Признаться, не ожидал получить отрицательный ответ, но именно его я и услышал. Причину Игнатий таить не стал – старые дела. Повязали его подельников ушлые подьячие из Нового Земского двора. Случилось это по осени, когда мы с ним находились в Костроме. На свободе остался один Плетень. Он-то и сообщил Игнатию при встрече, что некто Вторак, не выдержав пыток, назвал его имя.

– Стоит мне там появиться, как вмиг в острог сунут, – взмолился Князь.

Однако я оказался неумолим – надо и все тут. А чтоб не боялся, напомнил ему, кто с сегодняшнего дня там начальник. Без моего согласия его тронуть не посмеют, а я его никогда не дам.

– А ежели свод учинят? Тогда и ты никуда не денешься, – упирался он.

– А я тебе… прощение у государя раздобуду, – осенило меня. – Вообще чист будешь. Значит так, чтоб через два часа был за Неглинной. Двор рядом с Кутафьей, напротив Никитской улицы, где….

– Да знаю я, как не знать, – уныло отмахнулся он. – А может….

– Никаких может, – отрезал я. – Родина требует и вся Москва на тебя уповает. И без опозданий….

…Андрей Иванович Гундоров, в отличие от Образцова, выглядел значительно упитаннее, самодовольнее и… тупее, полностью соответствуя своей фамилии.
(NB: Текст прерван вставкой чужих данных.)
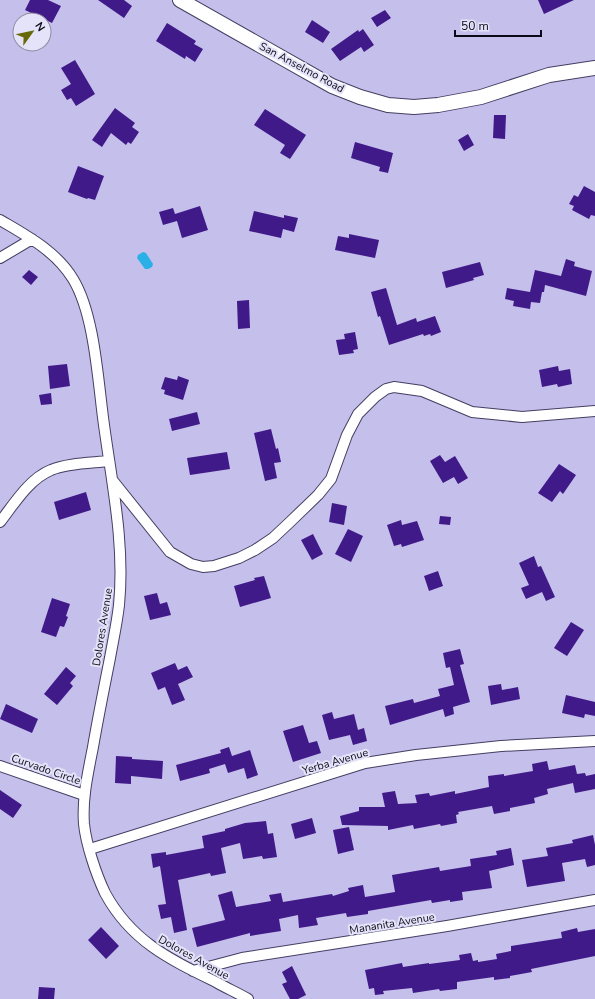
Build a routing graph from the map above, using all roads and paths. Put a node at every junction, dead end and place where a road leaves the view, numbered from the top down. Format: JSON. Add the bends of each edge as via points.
{"nodes":[{"id":1,"x":180,"y":0,"type":"edge"},
{"id":2,"x":595,"y":68,"type":"edge"},
{"id":3,"x":0,"y":220,"type":"edge"},
{"id":4,"x":32,"y":239,"type":"junction"},
{"id":5,"x":0,"y":258,"type":"edge"},
{"id":6,"x":595,"y":411,"type":"edge"},
{"id":7,"x":109,"y":461,"type":"junction"},
{"id":8,"x":113,"y":481,"type":"junction"},
{"id":9,"x":0,"y":522,"type":"edge"},
{"id":10,"x":595,"y":741,"type":"edge"},
{"id":11,"x":0,"y":766,"type":"edge"},
{"id":12,"x":84,"y":795,"type":"junction"},
{"id":13,"x":90,"y":849,"type":"junction"},
{"id":14,"x":595,"y":900,"type":"edge"},
{"id":15,"x":193,"y":971,"type":"junction"},
{"id":16,"x":248,"y":999,"type":"edge"}],
"edges":[{"from":1,"to":2,"type":"street","name":"San Anselmo Road","via":[[332,86],[388,105],[414,108],[438,105],[481,97],[549,75]]},
{"from":3,"to":4,"type":"street","name":"Dolores Avenue"},
{"from":4,"to":5,"type":"street"},
{"from":4,"to":7,"type":"street","name":"Dolores Avenue","via":[[60,262],[73,280],[86,310],[94,347]]},
{"from":6,"to":8,"type":"street","via":[[522,417],[472,412],[422,391],[394,387],[386,389],[358,414],[330,479],[318,495],[285,527],[255,550],[214,566],[191,564],[170,552]]},
{"from":7,"to":8,"type":"street","name":"Dolores Avenue"},
{"from":7,"to":9,"type":"street","via":[[51,470],[30,485]]},
{"from":8,"to":12,"type":"street","name":"Dolores Avenue","via":[[120,549],[119,606]]},
{"from":10,"to":13,"type":"street","name":"Yerba Avenue","via":[[500,746],[365,763]]},
{"from":11,"to":12,"type":"street","name":"Curvado Circle"},
{"from":12,"to":13,"type":"street","name":"Dolores Avenue","via":[[84,826]]},
{"from":13,"to":15,"type":"street","name":"Dolores Avenue","via":[[105,893],[127,924],[152,948]]},
{"from":14,"to":15,"type":"street","name":"Mananita Avenue","via":[[242,958]]},
{"from":15,"to":16,"type":"street","name":"Dolores Avenue"}]}
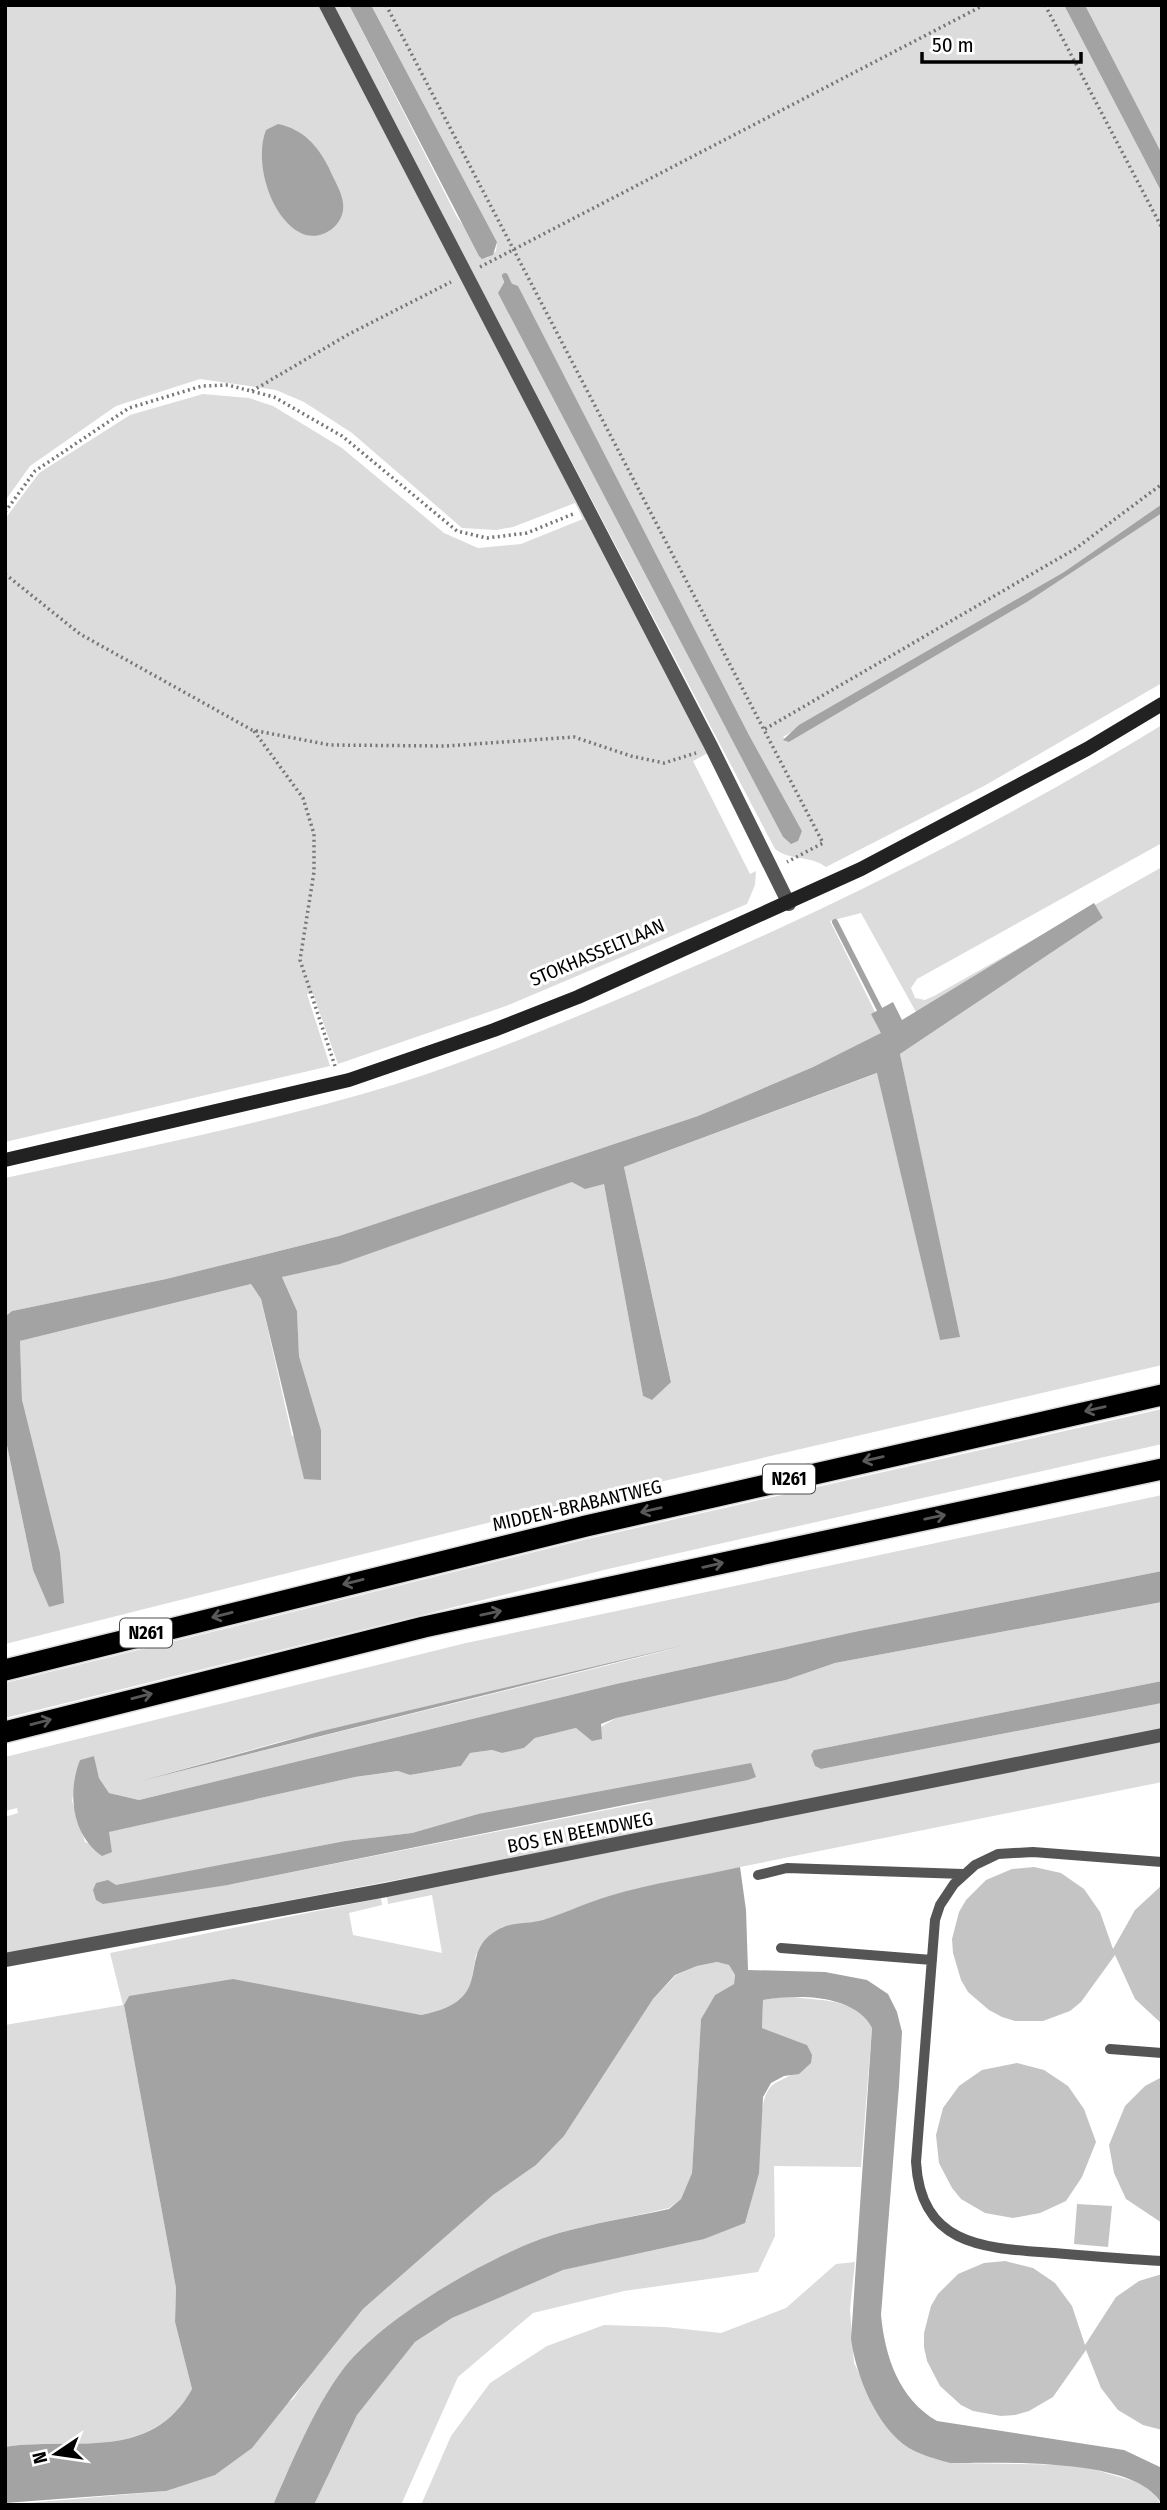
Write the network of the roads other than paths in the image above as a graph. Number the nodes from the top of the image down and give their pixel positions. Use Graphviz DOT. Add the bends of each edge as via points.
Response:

Но спесь я с него сбил лихо, устроив разнос за худую службу. Засуетился князь, захлопотал, заявив, что немедля учинит своим дьякам с подьячими такую трепку, что им небо с овчинку покажется.

– Нет уж, теперь я сам этим займусь, – отрезал я. – Ну-ка, собери мне всех, кто отвечает за поимку татей.

Тот кивнул, но даже с места не соизволил подняться. Кликнув своего помощника дьяка Афанасия Зиновьева, он перепоручил все ему, но вначале учинил разнос, да как бы не посильнее моего. При этом Гундоров то и дело косился на меня – вижу ли его служебное рвение. Дьяк, опустив голову, уныло шмыгал здоровенным носом, сокрушенно кивал головой и отговариваться не пытался, хотя чуть позже выяснилось, что он к татям никаким боком. С первого дня окольничий поручил ему заботится об отсутствии пожаров, заявив, что остальное вовсе пустяшное, иные управятся. Но иные никак не хотели управляться, вернее не могли, и время от времени окольничий наезжал на Зиновьева – худо присматривает, никчемушный дьяк. А когда тот пытался навести какой–то порядок, снова получал по рукам, чтоб не лез не в свои дела.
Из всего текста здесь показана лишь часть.